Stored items

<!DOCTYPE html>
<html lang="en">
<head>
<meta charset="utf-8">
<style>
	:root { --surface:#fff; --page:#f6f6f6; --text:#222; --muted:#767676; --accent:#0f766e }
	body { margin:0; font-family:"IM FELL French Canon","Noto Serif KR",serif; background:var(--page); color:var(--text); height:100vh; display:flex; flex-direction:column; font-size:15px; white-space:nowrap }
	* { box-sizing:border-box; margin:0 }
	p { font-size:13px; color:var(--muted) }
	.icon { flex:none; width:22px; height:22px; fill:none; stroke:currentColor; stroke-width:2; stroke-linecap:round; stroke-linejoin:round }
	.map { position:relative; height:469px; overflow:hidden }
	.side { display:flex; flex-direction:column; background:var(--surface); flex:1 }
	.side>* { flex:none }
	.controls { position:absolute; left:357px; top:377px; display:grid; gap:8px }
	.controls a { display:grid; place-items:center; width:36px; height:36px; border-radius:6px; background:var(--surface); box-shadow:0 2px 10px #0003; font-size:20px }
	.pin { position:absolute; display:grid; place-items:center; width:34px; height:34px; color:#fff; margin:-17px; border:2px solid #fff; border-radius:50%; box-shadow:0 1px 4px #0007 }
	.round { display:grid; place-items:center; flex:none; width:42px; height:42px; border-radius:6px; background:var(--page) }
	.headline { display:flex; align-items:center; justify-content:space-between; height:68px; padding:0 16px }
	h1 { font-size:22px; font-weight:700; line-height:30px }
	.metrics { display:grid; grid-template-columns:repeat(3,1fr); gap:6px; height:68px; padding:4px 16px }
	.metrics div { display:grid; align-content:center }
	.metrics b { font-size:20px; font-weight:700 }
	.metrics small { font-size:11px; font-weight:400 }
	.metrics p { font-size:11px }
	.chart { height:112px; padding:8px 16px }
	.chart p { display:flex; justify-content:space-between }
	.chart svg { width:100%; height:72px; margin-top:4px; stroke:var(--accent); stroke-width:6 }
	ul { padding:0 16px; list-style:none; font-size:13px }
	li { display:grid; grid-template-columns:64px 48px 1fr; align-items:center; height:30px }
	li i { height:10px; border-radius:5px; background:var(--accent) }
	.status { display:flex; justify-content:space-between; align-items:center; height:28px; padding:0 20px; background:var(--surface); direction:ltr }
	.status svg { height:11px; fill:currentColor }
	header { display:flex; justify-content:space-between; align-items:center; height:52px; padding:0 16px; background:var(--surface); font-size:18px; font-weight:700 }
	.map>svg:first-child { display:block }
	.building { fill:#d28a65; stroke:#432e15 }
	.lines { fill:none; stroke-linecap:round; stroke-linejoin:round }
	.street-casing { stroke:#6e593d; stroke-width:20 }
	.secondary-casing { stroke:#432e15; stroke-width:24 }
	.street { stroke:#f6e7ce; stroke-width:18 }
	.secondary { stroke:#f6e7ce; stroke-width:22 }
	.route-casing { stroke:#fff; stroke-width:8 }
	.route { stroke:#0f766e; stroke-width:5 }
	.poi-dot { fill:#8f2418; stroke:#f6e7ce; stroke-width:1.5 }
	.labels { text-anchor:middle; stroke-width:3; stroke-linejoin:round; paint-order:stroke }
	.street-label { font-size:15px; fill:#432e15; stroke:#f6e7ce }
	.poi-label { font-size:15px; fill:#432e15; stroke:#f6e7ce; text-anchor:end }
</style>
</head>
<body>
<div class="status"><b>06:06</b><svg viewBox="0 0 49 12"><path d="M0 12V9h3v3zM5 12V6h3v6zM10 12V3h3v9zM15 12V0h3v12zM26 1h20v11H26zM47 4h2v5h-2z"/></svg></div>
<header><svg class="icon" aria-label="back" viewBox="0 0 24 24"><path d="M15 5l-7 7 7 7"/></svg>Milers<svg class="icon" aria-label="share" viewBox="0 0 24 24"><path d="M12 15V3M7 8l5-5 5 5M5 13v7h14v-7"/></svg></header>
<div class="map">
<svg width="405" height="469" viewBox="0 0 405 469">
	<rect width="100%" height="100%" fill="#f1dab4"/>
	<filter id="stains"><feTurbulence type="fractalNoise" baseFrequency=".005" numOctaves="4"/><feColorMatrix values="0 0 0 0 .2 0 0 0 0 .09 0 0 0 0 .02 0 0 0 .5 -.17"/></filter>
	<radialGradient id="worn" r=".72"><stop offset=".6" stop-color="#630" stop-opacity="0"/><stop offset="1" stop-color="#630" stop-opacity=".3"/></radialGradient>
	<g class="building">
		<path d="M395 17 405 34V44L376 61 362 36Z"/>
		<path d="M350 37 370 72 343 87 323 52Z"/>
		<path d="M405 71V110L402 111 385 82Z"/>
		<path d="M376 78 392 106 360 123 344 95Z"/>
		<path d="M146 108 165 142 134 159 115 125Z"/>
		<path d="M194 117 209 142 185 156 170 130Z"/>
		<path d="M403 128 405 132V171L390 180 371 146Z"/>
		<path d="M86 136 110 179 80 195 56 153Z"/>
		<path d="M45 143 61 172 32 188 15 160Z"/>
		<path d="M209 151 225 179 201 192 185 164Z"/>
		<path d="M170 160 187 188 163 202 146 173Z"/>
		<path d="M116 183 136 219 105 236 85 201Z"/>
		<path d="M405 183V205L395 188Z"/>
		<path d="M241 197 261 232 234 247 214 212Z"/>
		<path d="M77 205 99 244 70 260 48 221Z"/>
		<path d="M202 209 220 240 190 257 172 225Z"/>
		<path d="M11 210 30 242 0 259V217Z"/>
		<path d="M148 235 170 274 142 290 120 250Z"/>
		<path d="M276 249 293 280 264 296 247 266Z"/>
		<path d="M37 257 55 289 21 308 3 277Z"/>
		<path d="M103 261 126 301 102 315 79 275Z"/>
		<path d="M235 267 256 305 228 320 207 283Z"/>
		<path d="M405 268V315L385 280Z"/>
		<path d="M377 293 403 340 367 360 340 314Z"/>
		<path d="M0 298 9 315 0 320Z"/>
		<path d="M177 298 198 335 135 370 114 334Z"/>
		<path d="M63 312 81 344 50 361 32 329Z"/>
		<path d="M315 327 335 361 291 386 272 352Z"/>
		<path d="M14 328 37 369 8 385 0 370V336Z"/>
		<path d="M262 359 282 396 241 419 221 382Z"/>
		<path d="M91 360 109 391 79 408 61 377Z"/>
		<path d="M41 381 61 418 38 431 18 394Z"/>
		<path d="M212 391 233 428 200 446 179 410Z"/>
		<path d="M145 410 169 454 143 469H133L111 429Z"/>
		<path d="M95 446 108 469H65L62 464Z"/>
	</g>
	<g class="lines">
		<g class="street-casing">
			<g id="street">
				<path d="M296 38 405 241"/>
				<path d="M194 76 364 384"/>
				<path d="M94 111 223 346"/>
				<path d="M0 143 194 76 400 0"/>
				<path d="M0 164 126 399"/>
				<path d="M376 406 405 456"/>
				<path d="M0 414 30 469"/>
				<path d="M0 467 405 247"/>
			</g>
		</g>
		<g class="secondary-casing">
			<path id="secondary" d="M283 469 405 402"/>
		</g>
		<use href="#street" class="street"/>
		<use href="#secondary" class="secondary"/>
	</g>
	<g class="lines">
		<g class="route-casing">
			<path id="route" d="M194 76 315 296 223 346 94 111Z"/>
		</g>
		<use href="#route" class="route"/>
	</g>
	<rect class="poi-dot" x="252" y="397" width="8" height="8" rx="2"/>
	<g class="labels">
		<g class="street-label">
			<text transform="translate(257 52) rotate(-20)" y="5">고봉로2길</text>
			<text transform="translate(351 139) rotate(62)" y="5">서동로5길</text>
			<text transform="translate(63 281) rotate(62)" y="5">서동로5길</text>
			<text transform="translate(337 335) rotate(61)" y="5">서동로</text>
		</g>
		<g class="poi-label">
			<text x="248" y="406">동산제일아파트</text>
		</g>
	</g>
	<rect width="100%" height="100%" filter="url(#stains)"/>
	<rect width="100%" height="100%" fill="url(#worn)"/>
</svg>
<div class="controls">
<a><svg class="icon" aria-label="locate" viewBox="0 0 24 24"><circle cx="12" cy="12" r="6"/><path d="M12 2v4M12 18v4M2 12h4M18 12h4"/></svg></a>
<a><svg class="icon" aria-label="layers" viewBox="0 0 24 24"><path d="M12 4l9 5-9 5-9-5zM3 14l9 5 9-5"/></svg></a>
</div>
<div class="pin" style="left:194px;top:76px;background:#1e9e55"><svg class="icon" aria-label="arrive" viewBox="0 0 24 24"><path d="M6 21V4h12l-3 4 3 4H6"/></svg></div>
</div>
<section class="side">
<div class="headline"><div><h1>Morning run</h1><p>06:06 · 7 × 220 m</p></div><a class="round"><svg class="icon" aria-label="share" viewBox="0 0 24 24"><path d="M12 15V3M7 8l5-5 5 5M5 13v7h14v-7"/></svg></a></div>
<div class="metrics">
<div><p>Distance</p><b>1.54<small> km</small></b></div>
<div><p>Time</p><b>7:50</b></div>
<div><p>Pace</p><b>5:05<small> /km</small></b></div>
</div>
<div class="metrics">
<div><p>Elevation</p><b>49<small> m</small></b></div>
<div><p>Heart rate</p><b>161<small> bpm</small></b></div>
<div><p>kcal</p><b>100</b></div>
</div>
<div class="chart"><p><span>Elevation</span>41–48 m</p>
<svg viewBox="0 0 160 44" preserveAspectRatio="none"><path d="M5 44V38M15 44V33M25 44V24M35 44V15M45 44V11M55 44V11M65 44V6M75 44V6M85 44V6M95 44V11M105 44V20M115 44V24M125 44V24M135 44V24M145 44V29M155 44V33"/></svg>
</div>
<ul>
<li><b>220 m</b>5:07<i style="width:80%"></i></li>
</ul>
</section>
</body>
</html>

• **Directions**: Look above for the line with "position:relative; height:469px; overflow:hidden" and the line with "padding:0 16px; list-style:none;", and reproduce exactly those two lines plus every line between, nothing more.

• **Answer section**:
	.map { position:relative; height:469px; overflow:hidden }
	.side { display:flex; flex-direction:column; background:var(--surface); flex:1 }
	.side>* { flex:none }
	.controls { position:absolute; left:357px; top:377px; display:grid; gap:8px }
	.controls a { display:grid; place-items:center; width:36px; height:36px; border-radius:6px; background:var(--surface); box-shadow:0 2px 10px #0003; font-size:20px }
	.pin { position:absolute; display:grid; place-items:center; width:34px; height:34px; color:#fff; margin:-17px; border:2px solid #fff; border-radius:50%; box-shadow:0 1px 4px #0007 }
	.round { display:grid; place-items:center; flex:none; width:42px; height:42px; border-radius:6px; background:var(--page) }
	.headline { display:flex; align-items:center; justify-content:space-between; height:68px; padding:0 16px }
	h1 { font-size:22px; font-weight:700; line-height:30px }
	.metrics { display:grid; grid-template-columns:repeat(3,1fr); gap:6px; height:68px; padding:4px 16px }
	.metrics div { display:grid; align-content:center }
	.metrics b { font-size:20px; font-weight:700 }
	.metrics small { font-size:11px; font-weight:400 }
	.metrics p { font-size:11px }
	.chart { height:112px; padding:8px 16px }
	.chart p { display:flex; justify-content:space-between }
	.chart svg { width:100%; height:72px; margin-top:4px; stroke:var(--accent); stroke-width:6 }
	ul { padding:0 16px; list-style:none; font-size:13px }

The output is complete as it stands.